Top of Data
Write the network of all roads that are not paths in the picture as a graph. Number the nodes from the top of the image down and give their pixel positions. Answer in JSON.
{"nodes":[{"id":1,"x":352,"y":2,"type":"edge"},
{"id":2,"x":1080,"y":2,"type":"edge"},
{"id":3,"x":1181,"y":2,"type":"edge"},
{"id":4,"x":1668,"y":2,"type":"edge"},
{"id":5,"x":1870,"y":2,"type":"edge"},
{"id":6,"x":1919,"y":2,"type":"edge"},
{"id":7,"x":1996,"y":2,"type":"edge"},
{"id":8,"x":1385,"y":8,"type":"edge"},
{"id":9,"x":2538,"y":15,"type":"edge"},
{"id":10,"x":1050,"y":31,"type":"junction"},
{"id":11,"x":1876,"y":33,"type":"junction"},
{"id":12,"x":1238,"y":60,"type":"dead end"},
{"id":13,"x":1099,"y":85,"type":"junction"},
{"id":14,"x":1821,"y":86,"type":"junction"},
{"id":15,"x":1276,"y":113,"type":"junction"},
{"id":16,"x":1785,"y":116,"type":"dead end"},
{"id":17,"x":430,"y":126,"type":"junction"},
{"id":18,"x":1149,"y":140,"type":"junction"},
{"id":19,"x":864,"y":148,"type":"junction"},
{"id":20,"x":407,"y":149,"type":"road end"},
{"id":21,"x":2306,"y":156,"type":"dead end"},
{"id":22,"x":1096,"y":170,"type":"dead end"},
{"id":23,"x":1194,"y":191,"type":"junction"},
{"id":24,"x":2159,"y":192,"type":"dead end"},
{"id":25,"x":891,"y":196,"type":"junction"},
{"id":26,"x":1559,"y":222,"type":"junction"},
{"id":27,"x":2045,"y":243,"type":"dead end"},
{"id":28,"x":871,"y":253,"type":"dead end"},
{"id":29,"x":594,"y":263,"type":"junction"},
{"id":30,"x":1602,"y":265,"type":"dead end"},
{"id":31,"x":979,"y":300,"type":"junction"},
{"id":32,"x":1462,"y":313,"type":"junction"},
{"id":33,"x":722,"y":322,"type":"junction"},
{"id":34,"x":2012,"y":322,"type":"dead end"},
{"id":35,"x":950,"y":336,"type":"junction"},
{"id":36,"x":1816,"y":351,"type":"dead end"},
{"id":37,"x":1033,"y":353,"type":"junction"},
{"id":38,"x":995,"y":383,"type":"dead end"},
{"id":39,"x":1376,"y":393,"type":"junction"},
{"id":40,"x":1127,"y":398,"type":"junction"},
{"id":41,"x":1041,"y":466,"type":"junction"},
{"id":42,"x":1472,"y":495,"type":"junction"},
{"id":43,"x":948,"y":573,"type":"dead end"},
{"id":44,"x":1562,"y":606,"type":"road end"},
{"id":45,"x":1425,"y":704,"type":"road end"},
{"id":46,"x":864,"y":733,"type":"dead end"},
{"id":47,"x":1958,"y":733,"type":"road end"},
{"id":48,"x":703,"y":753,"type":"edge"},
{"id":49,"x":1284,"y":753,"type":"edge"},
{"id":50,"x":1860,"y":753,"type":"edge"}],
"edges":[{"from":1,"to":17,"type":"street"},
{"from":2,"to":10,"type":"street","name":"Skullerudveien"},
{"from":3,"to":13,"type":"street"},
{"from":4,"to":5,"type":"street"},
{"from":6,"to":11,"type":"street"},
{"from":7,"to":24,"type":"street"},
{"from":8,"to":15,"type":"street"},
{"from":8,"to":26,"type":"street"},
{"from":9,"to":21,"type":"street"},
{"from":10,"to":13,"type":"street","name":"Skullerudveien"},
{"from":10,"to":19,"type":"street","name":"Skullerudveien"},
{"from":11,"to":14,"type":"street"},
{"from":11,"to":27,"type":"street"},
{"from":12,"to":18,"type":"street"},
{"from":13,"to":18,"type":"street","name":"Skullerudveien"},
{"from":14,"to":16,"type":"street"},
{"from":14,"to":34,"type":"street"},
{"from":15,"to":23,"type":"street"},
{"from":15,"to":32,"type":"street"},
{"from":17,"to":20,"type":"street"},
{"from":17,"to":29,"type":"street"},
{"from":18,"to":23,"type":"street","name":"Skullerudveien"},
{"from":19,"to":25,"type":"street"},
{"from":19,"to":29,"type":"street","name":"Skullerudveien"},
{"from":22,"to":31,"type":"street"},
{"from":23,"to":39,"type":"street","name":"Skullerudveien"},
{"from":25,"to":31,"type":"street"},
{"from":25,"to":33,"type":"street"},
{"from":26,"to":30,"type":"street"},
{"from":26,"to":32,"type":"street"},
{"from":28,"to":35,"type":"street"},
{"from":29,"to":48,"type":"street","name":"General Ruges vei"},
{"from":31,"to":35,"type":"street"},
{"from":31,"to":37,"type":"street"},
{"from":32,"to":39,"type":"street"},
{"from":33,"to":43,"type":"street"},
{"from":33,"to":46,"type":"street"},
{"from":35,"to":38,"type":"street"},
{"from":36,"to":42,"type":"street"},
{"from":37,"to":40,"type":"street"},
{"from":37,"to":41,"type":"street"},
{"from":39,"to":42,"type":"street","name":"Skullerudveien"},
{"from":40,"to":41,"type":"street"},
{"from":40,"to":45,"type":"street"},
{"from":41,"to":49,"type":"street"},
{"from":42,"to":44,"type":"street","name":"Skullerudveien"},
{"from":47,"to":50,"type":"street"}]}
Bottom of Data
Would you reproduce the entire listing, keeping every line as it is?

### [Solution to this exercise]
Write the network of all roads that are not paths in the picture as a graph. Number the nodes from the top of the image down and give their pixel positions. Answer in JSON.
{"nodes":[{"id":1,"x":352,"y":2,"type":"edge"},
{"id":2,"x":1080,"y":2,"type":"edge"},
{"id":3,"x":1181,"y":2,"type":"edge"},
{"id":4,"x":1668,"y":2,"type":"edge"},
{"id":5,"x":1870,"y":2,"type":"edge"},
{"id":6,"x":1919,"y":2,"type":"edge"},
{"id":7,"x":1996,"y":2,"type":"edge"},
{"id":8,"x":1385,"y":8,"type":"edge"},
{"id":9,"x":2538,"y":15,"type":"edge"},
{"id":10,"x":1050,"y":31,"type":"junction"},
{"id":11,"x":1876,"y":33,"type":"junction"},
{"id":12,"x":1238,"y":60,"type":"dead end"},
{"id":13,"x":1099,"y":85,"type":"junction"},
{"id":14,"x":1821,"y":86,"type":"junction"},
{"id":15,"x":1276,"y":113,"type":"junction"},
{"id":16,"x":1785,"y":116,"type":"dead end"},
{"id":17,"x":430,"y":126,"type":"junction"},
{"id":18,"x":1149,"y":140,"type":"junction"},
{"id":19,"x":864,"y":148,"type":"junction"},
{"id":20,"x":407,"y":149,"type":"road end"},
{"id":21,"x":2306,"y":156,"type":"dead end"},
{"id":22,"x":1096,"y":170,"type":"dead end"},
{"id":23,"x":1194,"y":191,"type":"junction"},
{"id":24,"x":2159,"y":192,"type":"dead end"},
{"id":25,"x":891,"y":196,"type":"junction"},
{"id":26,"x":1559,"y":222,"type":"junction"},
{"id":27,"x":2045,"y":243,"type":"dead end"},
{"id":28,"x":871,"y":253,"type":"dead end"},
{"id":29,"x":594,"y":263,"type":"junction"},
{"id":30,"x":1602,"y":265,"type":"dead end"},
{"id":31,"x":979,"y":300,"type":"junction"},
{"id":32,"x":1462,"y":313,"type":"junction"},
{"id":33,"x":722,"y":322,"type":"junction"},
{"id":34,"x":2012,"y":322,"type":"dead end"},
{"id":35,"x":950,"y":336,"type":"junction"},
{"id":36,"x":1816,"y":351,"type":"dead end"},
{"id":37,"x":1033,"y":353,"type":"junction"},
{"id":38,"x":995,"y":383,"type":"dead end"},
{"id":39,"x":1376,"y":393,"type":"junction"},
{"id":40,"x":1127,"y":398,"type":"junction"},
{"id":41,"x":1041,"y":466,"type":"junction"},
{"id":42,"x":1472,"y":495,"type":"junction"},
{"id":43,"x":948,"y":573,"type":"dead end"},
{"id":44,"x":1562,"y":606,"type":"road end"},
{"id":45,"x":1425,"y":704,"type":"road end"},
{"id":46,"x":864,"y":733,"type":"dead end"},
{"id":47,"x":1958,"y":733,"type":"road end"},
{"id":48,"x":703,"y":753,"type":"edge"},
{"id":49,"x":1284,"y":753,"type":"edge"},
{"id":50,"x":1860,"y":753,"type":"edge"}],
"edges":[{"from":1,"to":17,"type":"street"},
{"from":2,"to":10,"type":"street","name":"Skullerudveien"},
{"from":3,"to":13,"type":"street"},
{"from":4,"to":5,"type":"street"},
{"from":6,"to":11,"type":"street"},
{"from":7,"to":24,"type":"street"},
{"from":8,"to":15,"type":"street"},
{"from":8,"to":26,"type":"street"},
{"from":9,"to":21,"type":"street"},
{"from":10,"to":13,"type":"street","name":"Skullerudveien"},
{"from":10,"to":19,"type":"street","name":"Skullerudveien"},
{"from":11,"to":14,"type":"street"},
{"from":11,"to":27,"type":"street"},
{"from":12,"to":18,"type":"street"},
{"from":13,"to":18,"type":"street","name":"Skullerudveien"},
{"from":14,"to":16,"type":"street"},
{"from":14,"to":34,"type":"street"},
{"from":15,"to":23,"type":"street"},
{"from":15,"to":32,"type":"street"},
{"from":17,"to":20,"type":"street"},
{"from":17,"to":29,"type":"street"},
{"from":18,"to":23,"type":"street","name":"Skullerudveien"},
{"from":19,"to":25,"type":"street"},
{"from":19,"to":29,"type":"street","name":"Skullerudveien"},
{"from":22,"to":31,"type":"street"},
{"from":23,"to":39,"type":"street","name":"Skullerudveien"},
{"from":25,"to":31,"type":"street"},
{"from":25,"to":33,"type":"street"},
{"from":26,"to":30,"type":"street"},
{"from":26,"to":32,"type":"street"},
{"from":28,"to":35,"type":"street"},
{"from":29,"to":48,"type":"street","name":"General Ruges vei"},
{"from":31,"to":35,"type":"street"},
{"from":31,"to":37,"type":"street"},
{"from":32,"to":39,"type":"street"},
{"from":33,"to":43,"type":"street"},
{"from":33,"to":46,"type":"street"},
{"from":35,"to":38,"type":"street"},
{"from":36,"to":42,"type":"street"},
{"from":37,"to":40,"type":"street"},
{"from":37,"to":41,"type":"street"},
{"from":39,"to":42,"type":"street","name":"Skullerudveien"},
{"from":40,"to":41,"type":"street"},
{"from":40,"to":45,"type":"street"},
{"from":41,"to":49,"type":"street"},
{"from":42,"to":44,"type":"street","name":"Skullerudveien"},
{"from":47,"to":50,"type":"street"}]}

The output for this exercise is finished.